Right now I'm running the network and websites with the Linux box while I sort out the options and alternatives for Maverick server. I'm also assuming/hoping that my configuration scripts for apache, PHP and MySQL databases will work on the OS X version. They have worked in my tests using MAMP on one of the Macs on the LAN.

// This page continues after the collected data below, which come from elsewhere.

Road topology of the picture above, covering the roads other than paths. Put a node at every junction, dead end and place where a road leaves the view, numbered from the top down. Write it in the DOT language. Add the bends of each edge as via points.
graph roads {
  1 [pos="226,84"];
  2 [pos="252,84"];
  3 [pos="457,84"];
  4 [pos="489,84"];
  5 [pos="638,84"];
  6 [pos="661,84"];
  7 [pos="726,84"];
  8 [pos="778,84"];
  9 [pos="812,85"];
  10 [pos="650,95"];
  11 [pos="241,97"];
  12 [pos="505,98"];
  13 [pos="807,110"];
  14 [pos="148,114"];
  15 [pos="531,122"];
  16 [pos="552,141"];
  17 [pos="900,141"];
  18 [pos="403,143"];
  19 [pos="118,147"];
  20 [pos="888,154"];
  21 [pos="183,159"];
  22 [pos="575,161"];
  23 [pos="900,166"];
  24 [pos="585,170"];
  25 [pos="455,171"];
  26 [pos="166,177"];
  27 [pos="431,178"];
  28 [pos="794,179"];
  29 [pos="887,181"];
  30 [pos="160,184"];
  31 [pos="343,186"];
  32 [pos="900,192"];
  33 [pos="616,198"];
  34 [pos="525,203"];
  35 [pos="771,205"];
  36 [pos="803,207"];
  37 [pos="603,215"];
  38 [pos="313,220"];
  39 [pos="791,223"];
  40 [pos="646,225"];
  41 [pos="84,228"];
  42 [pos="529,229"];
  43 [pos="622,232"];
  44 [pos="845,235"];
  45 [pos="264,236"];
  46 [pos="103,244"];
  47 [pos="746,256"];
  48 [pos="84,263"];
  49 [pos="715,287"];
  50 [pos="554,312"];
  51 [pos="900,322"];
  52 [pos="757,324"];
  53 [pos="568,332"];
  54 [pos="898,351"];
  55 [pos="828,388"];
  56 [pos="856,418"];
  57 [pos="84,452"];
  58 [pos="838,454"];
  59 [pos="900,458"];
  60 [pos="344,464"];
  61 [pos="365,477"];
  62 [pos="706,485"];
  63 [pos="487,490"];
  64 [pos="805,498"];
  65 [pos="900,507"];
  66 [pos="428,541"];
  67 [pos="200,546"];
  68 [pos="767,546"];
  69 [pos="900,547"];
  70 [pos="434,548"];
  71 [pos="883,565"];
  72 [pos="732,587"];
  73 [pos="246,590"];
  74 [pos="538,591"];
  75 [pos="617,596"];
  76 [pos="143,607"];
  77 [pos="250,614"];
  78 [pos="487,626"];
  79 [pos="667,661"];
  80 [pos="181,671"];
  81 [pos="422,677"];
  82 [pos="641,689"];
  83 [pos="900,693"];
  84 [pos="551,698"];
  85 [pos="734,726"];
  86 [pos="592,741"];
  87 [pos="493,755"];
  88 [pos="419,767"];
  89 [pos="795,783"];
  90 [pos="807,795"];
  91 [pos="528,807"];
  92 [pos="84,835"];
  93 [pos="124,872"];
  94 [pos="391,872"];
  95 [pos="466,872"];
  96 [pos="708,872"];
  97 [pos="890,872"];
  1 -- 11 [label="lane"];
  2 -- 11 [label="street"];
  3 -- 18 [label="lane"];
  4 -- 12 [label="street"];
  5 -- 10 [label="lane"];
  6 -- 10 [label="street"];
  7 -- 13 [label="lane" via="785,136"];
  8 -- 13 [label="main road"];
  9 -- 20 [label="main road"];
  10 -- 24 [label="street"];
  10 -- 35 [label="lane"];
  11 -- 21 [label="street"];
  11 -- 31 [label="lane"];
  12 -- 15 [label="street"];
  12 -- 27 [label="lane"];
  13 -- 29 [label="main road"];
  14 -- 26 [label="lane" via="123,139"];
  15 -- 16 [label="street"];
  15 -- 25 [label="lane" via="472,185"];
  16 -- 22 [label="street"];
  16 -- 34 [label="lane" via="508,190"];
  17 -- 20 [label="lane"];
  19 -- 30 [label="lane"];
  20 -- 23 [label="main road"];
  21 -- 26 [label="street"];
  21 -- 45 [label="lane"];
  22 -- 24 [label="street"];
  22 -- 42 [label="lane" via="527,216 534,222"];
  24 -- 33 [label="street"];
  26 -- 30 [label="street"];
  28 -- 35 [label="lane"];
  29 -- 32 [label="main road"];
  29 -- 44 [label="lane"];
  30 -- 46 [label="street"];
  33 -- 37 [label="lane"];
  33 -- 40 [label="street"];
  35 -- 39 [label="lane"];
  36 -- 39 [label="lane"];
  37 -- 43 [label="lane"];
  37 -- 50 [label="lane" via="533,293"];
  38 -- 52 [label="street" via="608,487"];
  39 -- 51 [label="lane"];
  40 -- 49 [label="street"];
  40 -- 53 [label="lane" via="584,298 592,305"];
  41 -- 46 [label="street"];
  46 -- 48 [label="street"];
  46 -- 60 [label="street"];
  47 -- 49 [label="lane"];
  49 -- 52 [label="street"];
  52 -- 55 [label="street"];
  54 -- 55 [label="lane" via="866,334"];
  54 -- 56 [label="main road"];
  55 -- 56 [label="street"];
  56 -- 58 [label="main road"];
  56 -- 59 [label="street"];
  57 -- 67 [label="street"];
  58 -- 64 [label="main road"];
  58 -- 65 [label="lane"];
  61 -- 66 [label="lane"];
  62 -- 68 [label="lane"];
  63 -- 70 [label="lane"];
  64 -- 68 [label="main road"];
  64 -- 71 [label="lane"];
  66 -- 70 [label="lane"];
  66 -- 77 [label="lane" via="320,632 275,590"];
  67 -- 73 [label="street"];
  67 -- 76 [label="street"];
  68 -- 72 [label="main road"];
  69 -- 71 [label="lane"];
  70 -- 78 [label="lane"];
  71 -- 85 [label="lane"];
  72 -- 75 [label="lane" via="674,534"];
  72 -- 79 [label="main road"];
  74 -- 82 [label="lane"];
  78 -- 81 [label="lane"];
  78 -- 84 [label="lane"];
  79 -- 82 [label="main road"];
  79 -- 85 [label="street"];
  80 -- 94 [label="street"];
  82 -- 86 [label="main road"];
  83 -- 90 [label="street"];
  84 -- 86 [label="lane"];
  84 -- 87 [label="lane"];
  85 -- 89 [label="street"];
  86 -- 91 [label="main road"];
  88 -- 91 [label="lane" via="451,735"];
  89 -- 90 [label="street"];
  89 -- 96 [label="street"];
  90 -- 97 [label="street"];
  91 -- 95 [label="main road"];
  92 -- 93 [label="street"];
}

Many thanks for all your good advice, Reid and Francesco. Certainly by next year at this time I'll have it all sorted out, unless Apple throws a curve on June 3rd. ;)

Francesco DellaPorta

  • Newbie
  • *
  • Posts: 14
    • View Profile
Re: Chapter 3: DNS, 1 Static IP Address & Port Mapping
« Reply #12 on: May 31, 2014, 03:55:11 AM »
Thanks for replying, tcguru

So the SuSE Linux upgrade seems too cumbersome to deal with. It might be. Even though Apple strives for simplicity, an OS X Server upgrade may also show its hiccups. Anyway, it really looks like that switching from a Linux box to a Mac mini fits your needs. Using the Linux box as the failover server implies that you keep it up-to-date. Although the OS X Server is a perfect match for running Apache with PHP, it stills requires some out-of-the-box thinking for MySQL databases. Moving from MAMP trials to a full-fledged OS X Server's Websites deployment comes with some measures. Check this out: https://discussions.apple.com/thread/5579232 

Here my proposals for your case:
  • Use NAT on a router between the cable modem and the LAN
  • Keep your Linux box, but downgrade it to that router
  • Deploy Mac mini Server with minimal DNS configuration
  • Install MySQL for Mac OS X Server
  • Migrate your webpages to the Mac mini Server
  • Start Websites service on OS X Server
  • Cross your fingers and enjoy the Mavericks Server
Furthermore, better than assuming/hoping that your configuration scripts for apache, PHP and MySQL databases will work on the OS X Server would be to test them thoroughly beforehand. Also try to keep the SuSE Linux software up-to-date in case of server failover.